### What you will do:
Please show every line in the entries below that includes the word "main".

### Data shown:
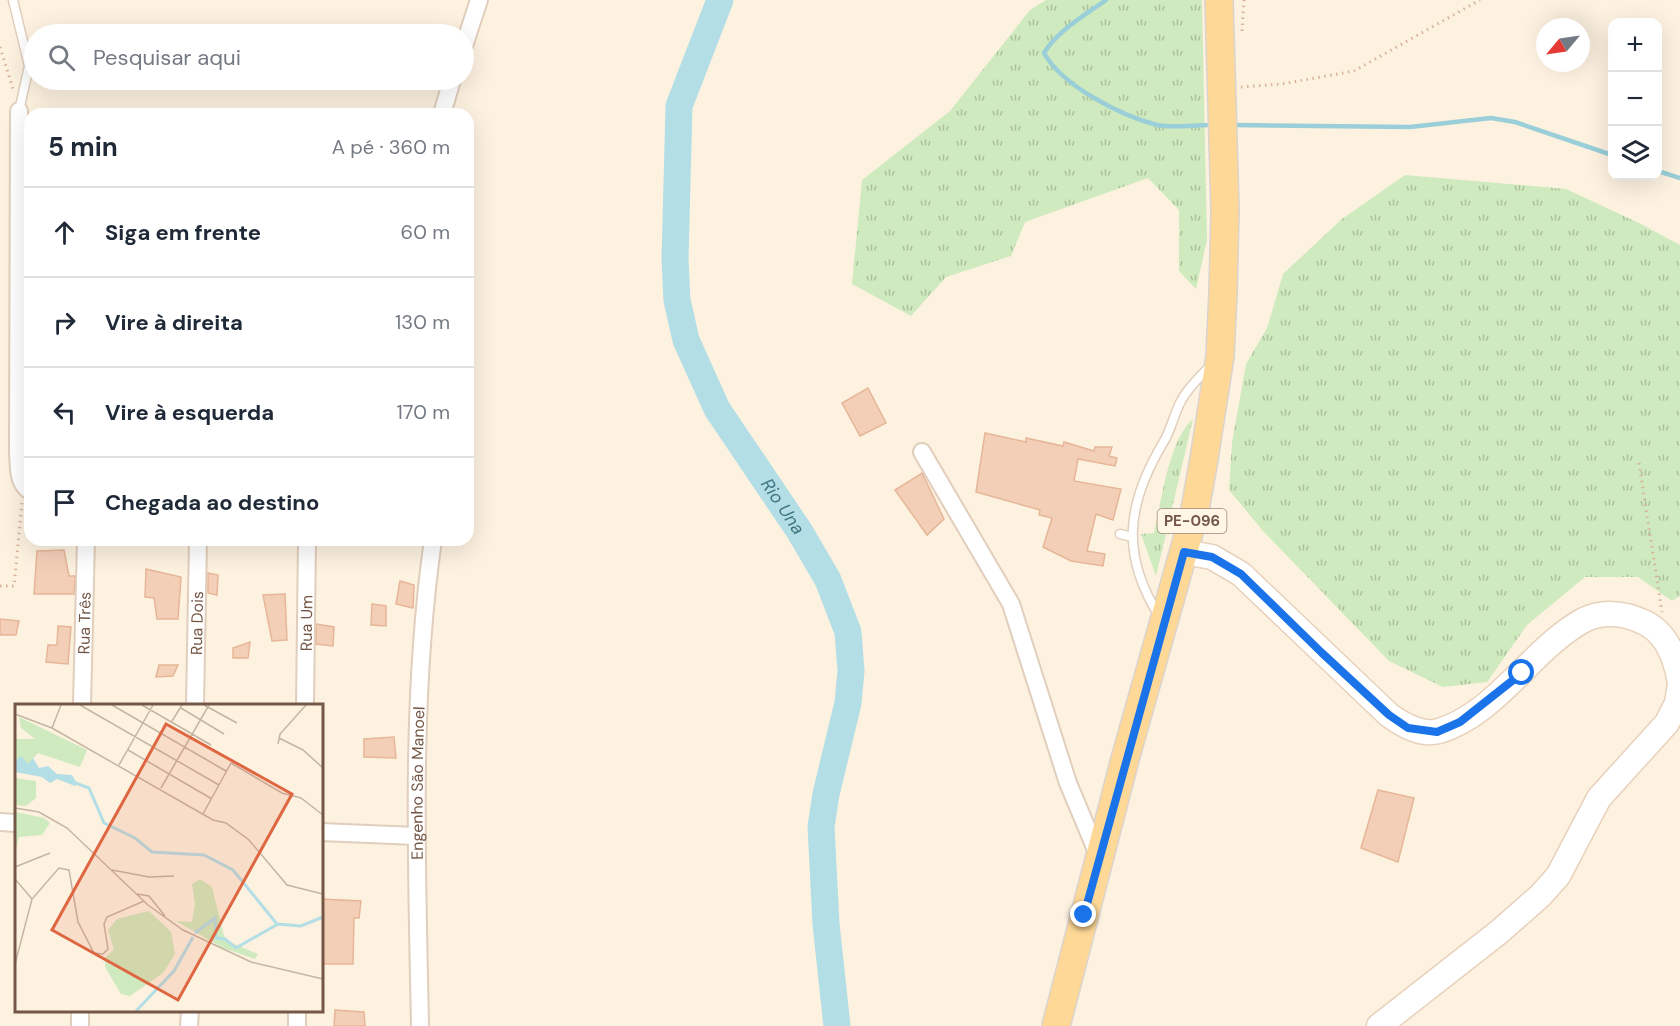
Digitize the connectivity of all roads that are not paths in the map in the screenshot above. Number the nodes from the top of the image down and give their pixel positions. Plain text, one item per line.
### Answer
1 (13, 0) edge
2 (478, 0) edge
3 (1219, 0) edge
4 (471, 24) edge
5 (24, 45) edge
6 (24, 88) edge
7 (449, 90) edge
8 (444, 108) edge
9 (19, 111) joint
10 (1220, 356) junction
11 (922, 452) dead end
12 (24, 484) edge
13 (1120, 534) dead end
14 (1132, 537) junction
15 (86, 546) edge
16 (198, 546) edge
17 (307, 546) edge
18 (432, 546) edge
19 (1184, 552) junction
20 (1164, 625) junction
21 (1680, 684) edge
22 (82, 704) edge
23 (195, 704) edge
24 (305, 704) edge
25 (0, 822) edge
26 (15, 823) edge
27 (322, 832) edge
28 (416, 836) junction
29 (1099, 857) junction
30 (190, 1011) edge
31 (189, 1026) edge
32 (420, 1026) edge
33 (1056, 1026) edge
34 (1379, 1026) edge

1 - 5 lane
2 - 4 street
3 - 10 main road, PE-096
6 - 9 lane
7 - 8 street
9 - 12 street
10 - 14 lane
10 - 19 main road, PE-096
11 - 29 street
13 - 14 lane
14 - 20 lane
15 - 22 street, Rua Três
16 - 23 street, Rua Dois
17 - 24 street, Rua Um
18 - 28 street, Engenho São Manoel
19 - 20 main road, PE-096
19 - 21 street
20 - 29 main road, PE-096
21 - 34 street
25 - 26 street
27 - 28 street
28 - 32 street, Engenho São Manoel
29 - 33 main road, PE-096
30 - 31 street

### Solution for this problem:
3 - 10 main road, PE-096
10 - 19 main road, PE-096
19 - 20 main road, PE-096
20 - 29 main road, PE-096
29 - 33 main road, PE-096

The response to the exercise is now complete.